__ENTRIES PROVIDED__.
• • • • • • •

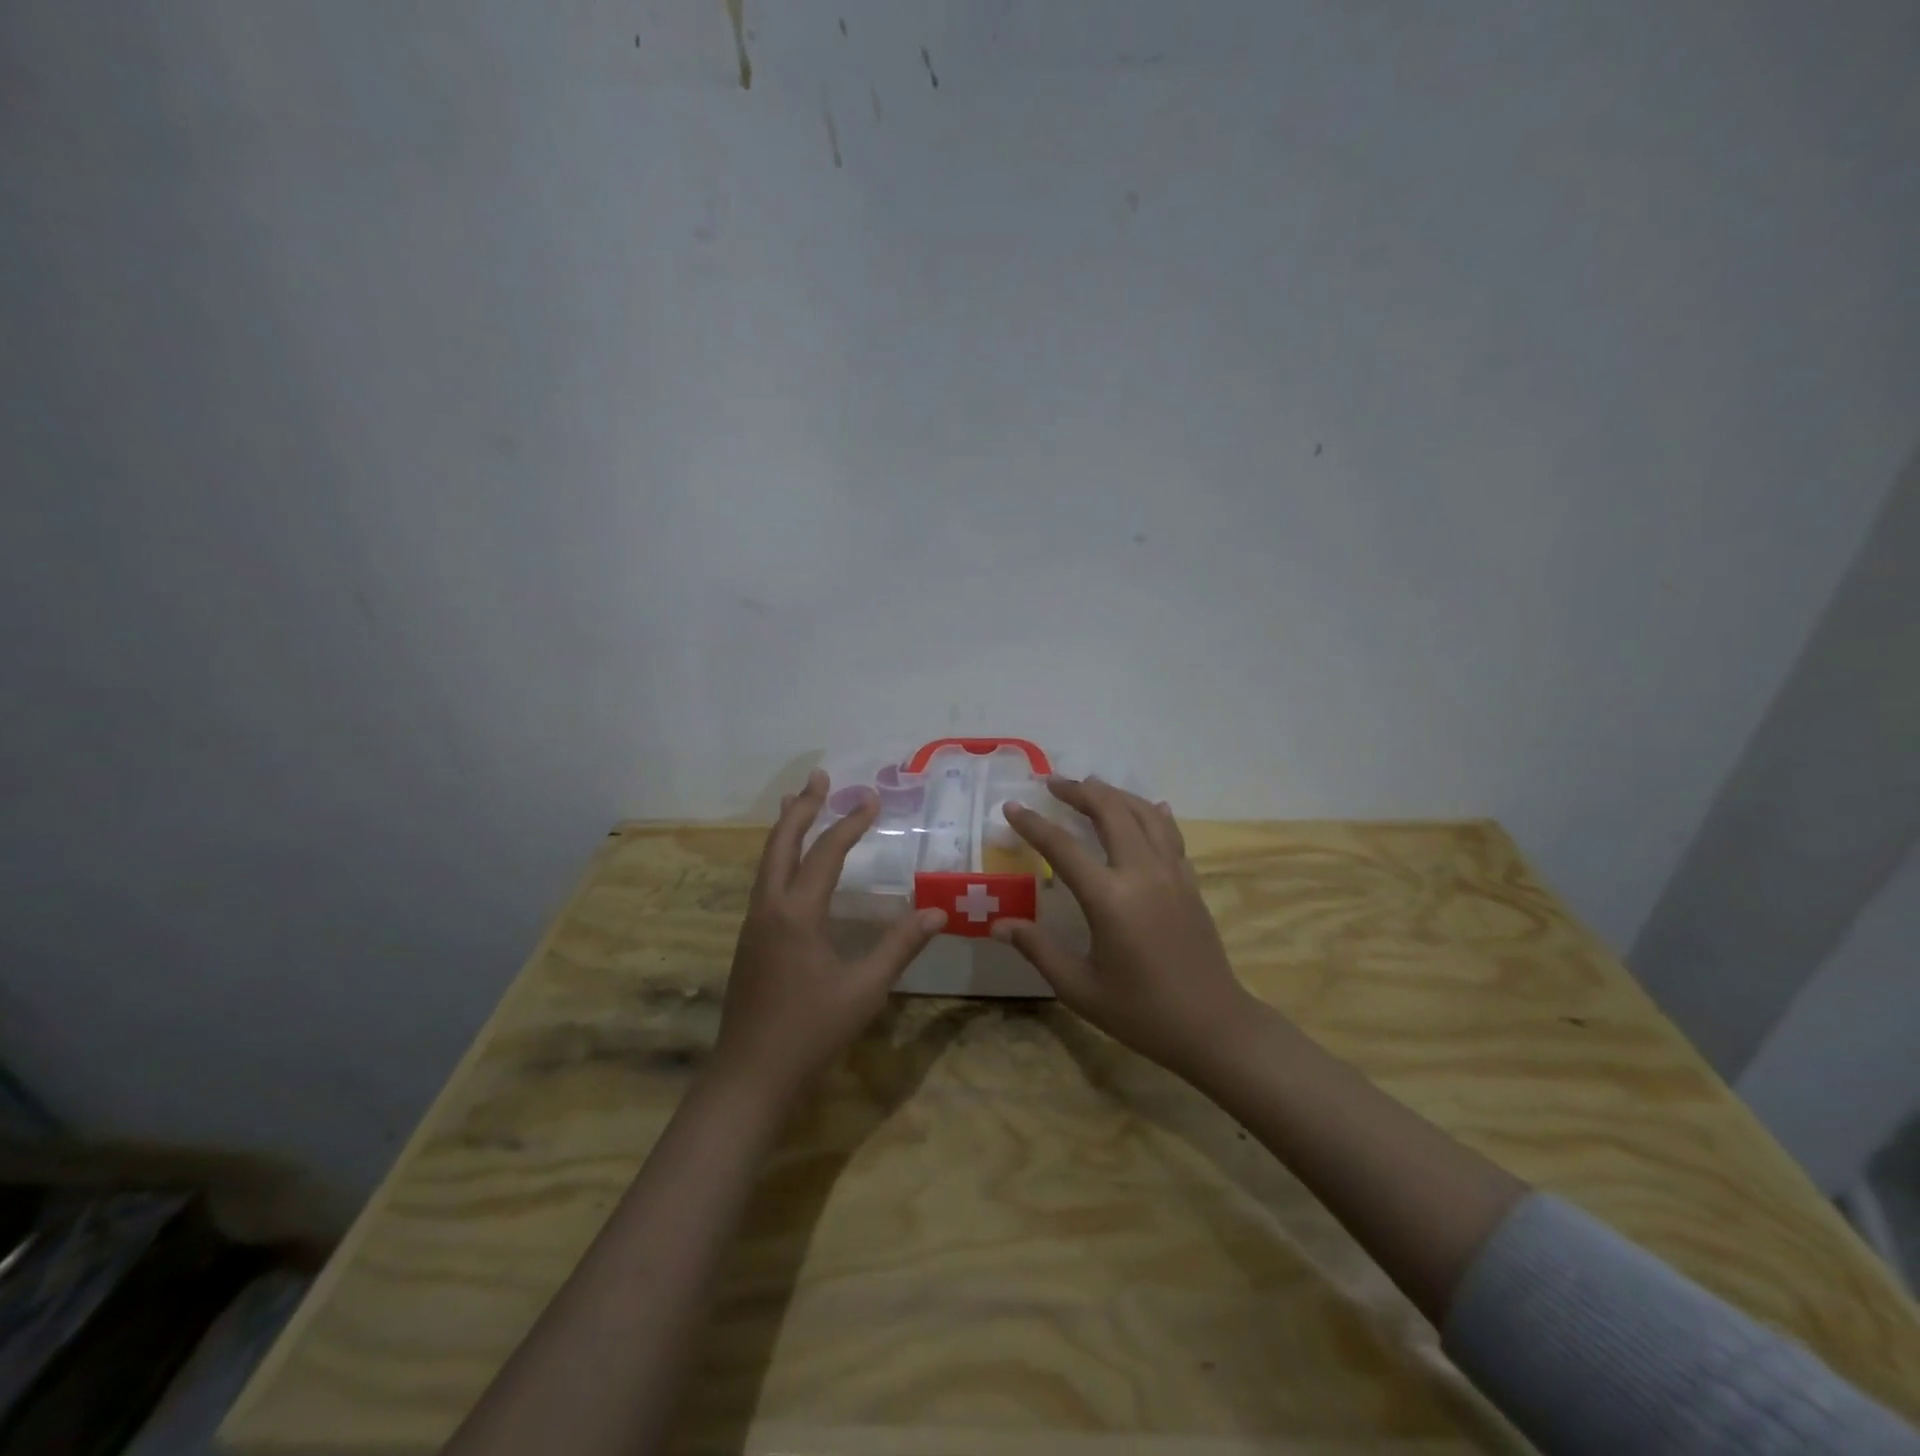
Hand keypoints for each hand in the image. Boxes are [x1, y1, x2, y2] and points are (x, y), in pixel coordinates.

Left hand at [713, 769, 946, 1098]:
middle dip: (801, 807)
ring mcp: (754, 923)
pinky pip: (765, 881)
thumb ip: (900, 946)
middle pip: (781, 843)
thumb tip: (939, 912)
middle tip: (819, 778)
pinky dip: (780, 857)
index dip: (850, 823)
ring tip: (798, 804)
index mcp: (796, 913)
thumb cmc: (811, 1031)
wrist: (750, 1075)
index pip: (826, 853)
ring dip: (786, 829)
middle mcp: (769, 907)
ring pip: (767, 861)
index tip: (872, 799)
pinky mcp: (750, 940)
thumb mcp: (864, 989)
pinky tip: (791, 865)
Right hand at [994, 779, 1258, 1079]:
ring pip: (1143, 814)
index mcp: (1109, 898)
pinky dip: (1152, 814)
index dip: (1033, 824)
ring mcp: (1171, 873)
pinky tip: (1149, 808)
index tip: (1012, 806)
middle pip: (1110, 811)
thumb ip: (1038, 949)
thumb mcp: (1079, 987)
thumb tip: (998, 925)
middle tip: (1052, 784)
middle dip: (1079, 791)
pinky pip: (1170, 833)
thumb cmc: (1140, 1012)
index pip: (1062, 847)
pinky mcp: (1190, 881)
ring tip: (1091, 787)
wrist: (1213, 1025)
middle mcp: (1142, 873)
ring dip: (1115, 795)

• • • • • • •

__YOUR GOAL__. Give back each line above exactly, with pictures dropped.

__SOLUTION BELOW__.
Hand keypoints for each hand in the image. Boxes are [x1, y1, x2, y2] and points are (x, y), in pixel coordinates.

Left hand at [713, 769, 946, 1098]:
middle dip: (801, 807)
ring mcp: (754, 923)
pinky pip: (765, 881)
thumb ip: (900, 946)
middle pip: (781, 843)
thumb tip: (939, 912)
middle tip: (819, 778)
pinky dip: (780, 857)
index dip: (850, 823)
ring tip: (798, 804)
index mcp: (796, 913)
thumb cmc: (811, 1031)
wrist: (750, 1075)
index pip: (826, 853)
ring dip: (786, 829)
middle mcp: (769, 907)
ring pip: (767, 861)
index tip: (872, 799)
pinky mcp: (750, 940)
thumb mcp: (864, 989)
pinky tip: (791, 865)
Right hand at [994, 779, 1258, 1079]:
ring pip: (1143, 814)
index mcp: (1109, 898)
pinky dip: (1152, 814)
index dip: (1033, 824)
ring mcp: (1171, 873)
pinky tip: (1149, 808)
index tip: (1012, 806)
middle pip: (1110, 811)
thumb ip: (1038, 949)
thumb mcp: (1079, 987)
thumb tip: (998, 925)
middle tip: (1052, 784)
middle dip: (1079, 791)
pinky pip: (1170, 833)
thumb cmc: (1140, 1012)
index pip: (1062, 847)
pinky mcp: (1190, 881)
ring tip: (1091, 787)
wrist: (1213, 1025)
middle mcp: (1142, 873)
ring dip: (1115, 795)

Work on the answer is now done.